*** Entries provided Section Begins ***
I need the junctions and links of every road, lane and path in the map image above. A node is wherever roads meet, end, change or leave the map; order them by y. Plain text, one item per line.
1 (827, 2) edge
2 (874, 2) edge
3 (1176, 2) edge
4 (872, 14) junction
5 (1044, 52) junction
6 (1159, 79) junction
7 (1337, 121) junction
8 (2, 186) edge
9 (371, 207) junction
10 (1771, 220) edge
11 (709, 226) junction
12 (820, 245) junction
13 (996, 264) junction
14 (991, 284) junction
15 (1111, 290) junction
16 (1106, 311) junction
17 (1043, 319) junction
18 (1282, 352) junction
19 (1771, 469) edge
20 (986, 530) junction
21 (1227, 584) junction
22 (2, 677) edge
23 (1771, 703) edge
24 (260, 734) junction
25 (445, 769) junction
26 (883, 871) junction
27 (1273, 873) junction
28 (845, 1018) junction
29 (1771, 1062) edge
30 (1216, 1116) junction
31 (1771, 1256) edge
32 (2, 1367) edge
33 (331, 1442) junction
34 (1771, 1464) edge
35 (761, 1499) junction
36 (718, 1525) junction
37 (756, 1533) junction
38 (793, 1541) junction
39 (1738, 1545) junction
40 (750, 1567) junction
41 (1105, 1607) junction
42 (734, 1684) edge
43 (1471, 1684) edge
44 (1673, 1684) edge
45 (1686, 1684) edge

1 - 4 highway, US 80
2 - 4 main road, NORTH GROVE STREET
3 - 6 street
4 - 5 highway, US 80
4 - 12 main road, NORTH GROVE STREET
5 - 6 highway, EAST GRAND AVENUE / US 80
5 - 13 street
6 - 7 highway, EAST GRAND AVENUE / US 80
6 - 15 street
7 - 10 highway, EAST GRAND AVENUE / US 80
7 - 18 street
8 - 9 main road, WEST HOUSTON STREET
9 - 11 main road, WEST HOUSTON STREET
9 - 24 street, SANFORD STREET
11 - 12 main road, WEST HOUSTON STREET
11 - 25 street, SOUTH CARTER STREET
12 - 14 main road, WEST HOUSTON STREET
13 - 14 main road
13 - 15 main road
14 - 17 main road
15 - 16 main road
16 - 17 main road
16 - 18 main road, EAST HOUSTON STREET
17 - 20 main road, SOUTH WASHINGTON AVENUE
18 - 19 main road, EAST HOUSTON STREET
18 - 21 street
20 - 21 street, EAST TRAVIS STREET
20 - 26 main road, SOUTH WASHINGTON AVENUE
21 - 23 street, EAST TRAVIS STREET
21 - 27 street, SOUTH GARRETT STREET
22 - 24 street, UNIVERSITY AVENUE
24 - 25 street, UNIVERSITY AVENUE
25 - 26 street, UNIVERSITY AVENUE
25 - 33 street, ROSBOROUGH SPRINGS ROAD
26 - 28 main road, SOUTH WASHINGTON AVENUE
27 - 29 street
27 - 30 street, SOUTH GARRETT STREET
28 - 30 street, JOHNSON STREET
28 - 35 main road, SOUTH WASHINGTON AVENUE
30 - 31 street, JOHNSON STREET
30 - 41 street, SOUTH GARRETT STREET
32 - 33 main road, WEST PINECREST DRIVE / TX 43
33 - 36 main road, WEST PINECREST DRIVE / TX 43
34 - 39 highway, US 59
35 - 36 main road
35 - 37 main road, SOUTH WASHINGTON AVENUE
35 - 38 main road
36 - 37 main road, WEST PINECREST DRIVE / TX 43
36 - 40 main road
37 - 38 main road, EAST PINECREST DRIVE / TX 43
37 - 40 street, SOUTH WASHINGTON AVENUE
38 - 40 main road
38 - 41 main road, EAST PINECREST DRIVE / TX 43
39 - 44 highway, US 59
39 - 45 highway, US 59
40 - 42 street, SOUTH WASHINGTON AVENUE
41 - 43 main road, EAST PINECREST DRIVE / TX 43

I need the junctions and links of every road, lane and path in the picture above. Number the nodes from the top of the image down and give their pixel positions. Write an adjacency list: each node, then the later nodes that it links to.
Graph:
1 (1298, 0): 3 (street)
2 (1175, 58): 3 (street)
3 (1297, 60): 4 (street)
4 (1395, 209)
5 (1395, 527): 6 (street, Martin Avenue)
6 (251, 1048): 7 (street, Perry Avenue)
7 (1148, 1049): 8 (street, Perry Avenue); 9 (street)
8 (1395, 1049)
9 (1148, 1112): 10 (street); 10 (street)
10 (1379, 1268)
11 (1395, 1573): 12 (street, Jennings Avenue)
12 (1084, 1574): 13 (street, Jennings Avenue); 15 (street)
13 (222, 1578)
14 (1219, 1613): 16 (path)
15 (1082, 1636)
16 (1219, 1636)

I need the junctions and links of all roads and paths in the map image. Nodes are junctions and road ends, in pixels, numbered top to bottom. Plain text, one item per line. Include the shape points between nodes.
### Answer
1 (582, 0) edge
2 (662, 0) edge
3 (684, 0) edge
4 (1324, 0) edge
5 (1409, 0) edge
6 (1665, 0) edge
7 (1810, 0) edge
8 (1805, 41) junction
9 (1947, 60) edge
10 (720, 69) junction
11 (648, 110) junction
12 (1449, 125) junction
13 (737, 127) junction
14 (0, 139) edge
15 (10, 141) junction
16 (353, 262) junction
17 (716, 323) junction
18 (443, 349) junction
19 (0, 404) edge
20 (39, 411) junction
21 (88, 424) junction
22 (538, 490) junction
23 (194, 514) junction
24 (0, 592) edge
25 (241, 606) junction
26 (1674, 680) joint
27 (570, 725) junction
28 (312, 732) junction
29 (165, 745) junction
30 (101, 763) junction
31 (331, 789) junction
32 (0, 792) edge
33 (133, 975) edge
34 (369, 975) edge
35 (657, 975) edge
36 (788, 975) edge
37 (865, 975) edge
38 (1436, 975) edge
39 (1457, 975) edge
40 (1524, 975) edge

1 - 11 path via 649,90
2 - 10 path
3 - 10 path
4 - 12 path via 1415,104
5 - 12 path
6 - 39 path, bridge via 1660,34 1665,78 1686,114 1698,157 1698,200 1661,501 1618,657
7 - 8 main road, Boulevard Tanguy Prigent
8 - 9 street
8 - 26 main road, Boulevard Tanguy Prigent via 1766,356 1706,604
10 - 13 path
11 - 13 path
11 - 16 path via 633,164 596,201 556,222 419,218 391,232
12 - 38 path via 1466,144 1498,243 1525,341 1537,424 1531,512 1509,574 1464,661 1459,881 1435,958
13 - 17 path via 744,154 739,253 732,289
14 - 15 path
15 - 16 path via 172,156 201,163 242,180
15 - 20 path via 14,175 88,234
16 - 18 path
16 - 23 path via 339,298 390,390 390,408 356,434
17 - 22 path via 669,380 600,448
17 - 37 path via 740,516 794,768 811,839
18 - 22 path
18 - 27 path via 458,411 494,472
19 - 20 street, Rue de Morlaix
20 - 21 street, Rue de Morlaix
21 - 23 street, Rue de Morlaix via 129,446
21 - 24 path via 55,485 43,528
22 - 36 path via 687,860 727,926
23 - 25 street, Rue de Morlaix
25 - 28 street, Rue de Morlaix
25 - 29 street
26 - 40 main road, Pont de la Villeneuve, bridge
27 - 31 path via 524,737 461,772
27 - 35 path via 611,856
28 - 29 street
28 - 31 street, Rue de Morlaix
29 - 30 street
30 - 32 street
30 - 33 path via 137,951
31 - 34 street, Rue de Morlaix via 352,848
*** Entries provided Section Ends ***
- **Exercise requirements**:
Scan the records above for the lines holding "it links to." and "I need the junctions and links of all". Transcribe those two and every line between them word for word, and no others.

- **Task result**:
I need the junctions and links of every road, lane and path in the picture above. Number the nodes from the top of the image down and give their pixel positions. Write an adjacency list: each node, then the later nodes that it links to.
Graph:
1 (1298, 0): 3 (street)
2 (1175, 58): 3 (street)
3 (1297, 60): 4 (street)
4 (1395, 209)
5 (1395, 527): 6 (street, Martin Avenue)
6 (251, 1048): 7 (street, Perry Avenue)
7 (1148, 1049): 8 (street, Perry Avenue); 9 (street)
8 (1395, 1049)
9 (1148, 1112): 10 (street); 10 (street)
10 (1379, 1268)
11 (1395, 1573): 12 (street, Jennings Avenue)
12 (1084, 1574): 13 (street, Jennings Avenue); 15 (street)
13 (222, 1578)
14 (1219, 1613): 16 (path)
15 (1082, 1636)
16 (1219, 1636)

I need the junctions and links of all roads and paths in the map image. Nodes are junctions and road ends, in pixels, numbered top to bottom. Plain text, one item per line. Include the shape points between nodes.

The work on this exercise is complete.